Collective memory—the forces and factors that shape how societies remember—is a driving force in modern politics and culture. Every day seems to bring a new dispute over what history should be understood to “mean.” In the US, for example, statues and school curricula have become flash points in a broader battle over the legacies of racism; in Russia, drawing comparisons between the actions of Hitler and Stalin is now a crime; and in China, failing to portray certain past events “positively” can land historians in jail.

But struggles over the past and what lessons it has for us are not restricted to politics and history books. The roles of science and technology in our lives are also conditioned by collective memory: events such as the atomic bombing of Hiroshima and the Tuskegee Syphilis Study, for example, have called narratives of progress in physics and medicine into question. Indeed, if memory is the “connective structure of society,” as some scholars argue, then collective memory is everywhere society is.
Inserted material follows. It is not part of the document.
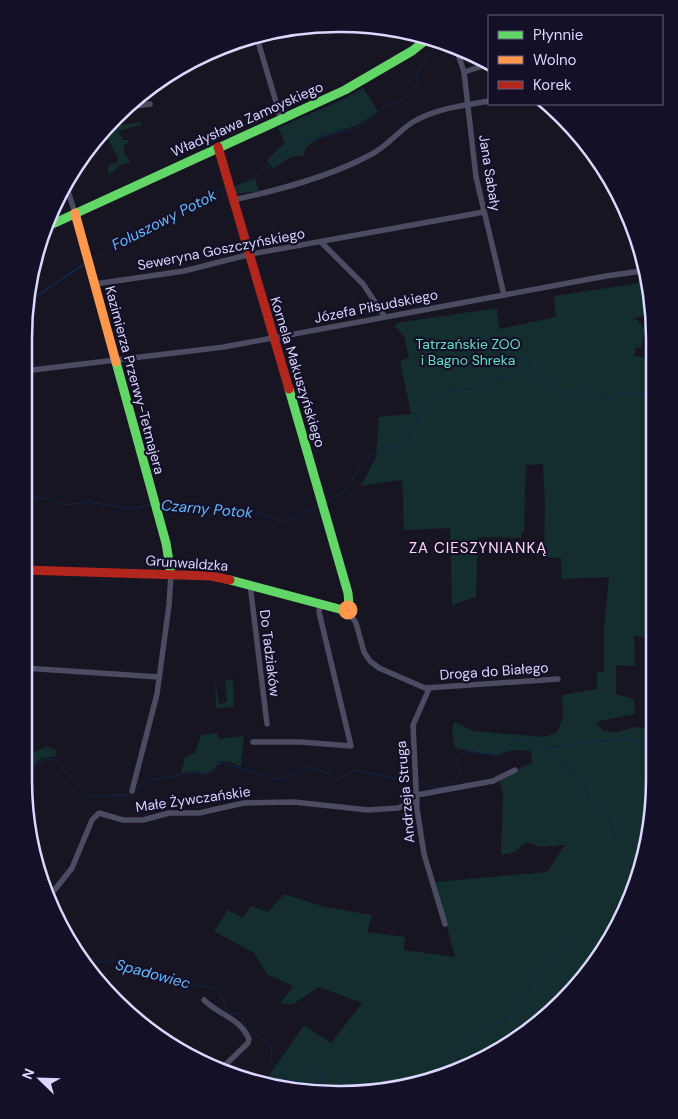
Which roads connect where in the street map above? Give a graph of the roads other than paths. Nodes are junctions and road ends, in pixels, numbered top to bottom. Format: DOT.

In this course, students will identify the rhetorical strategies speakers, writers, filmmakers, and journalists use to advance their versions of the past and its meaning across a broad range of topics and disciplines, including law, the visual arts, medicine, philosophy, engineering, and literature. Students will also hone their own rhetorical abilities by entering into conversations with scholarly and public-facing texts and writing research papers on a wide variety of topics related to collective memory. Possible projects include: the neuroscience of social memory; the effects of technology and social media on collective memory; oral history and how communities pass down knowledge of the past; or the relationship between collective memory and identity.

Major Assignments

Rhetorical Analysis 

(1500-1800 words; 5-6 pages) For this assignment, you will analyze a short public-facing text of your choosing in which the author engages with collective memory by exploring a historical event or phenomenon (including technological or scientific advances) and making claims about what it means for the present. Relevant texts can include articles, op-eds, videos, and podcasts such as Throughline. You'll learn to identify rhetorical strategies and their use in different media: what is the author’s purpose? How do they appeal to the audience and attempt to persuade them? How do authors use different rhetorical strategies in audio, video, and print media?

Texts in Conversation 

(1800-2400 words; 6-8 pages) This assignment asks you to explore multiple voices and texts and to begin laying the foundation for your research-based argument. You will choose a topic that excites you, develop a research question, and explore what scholars and other experts have written about the subject, with the aim of creating a sense of the “conversation” that surrounds your research interest. Your research question might concern the way collective memory functions around a specific event or phenomenon—9/11, for example—or an aspect of collective memory itself, such as the psychology, sociology, or legal status of collective memory.

Research-Based Argument 

(3600-4500 words; 12-15 pages) For this final assignment, you will channel the research you explored in the Texts in Conversation assignment into your own rhetorically effective argument. You will add your voice to the conversation by developing an argument for your position using rhetorical tools and evidence from a variety of sources. For example, you could argue for a reevaluation of a given historical event or phenomenon, such as the Space Race, or explore the role textbooks’ coverage of issues such as the Holocaust and the US Civil War plays in collective memory.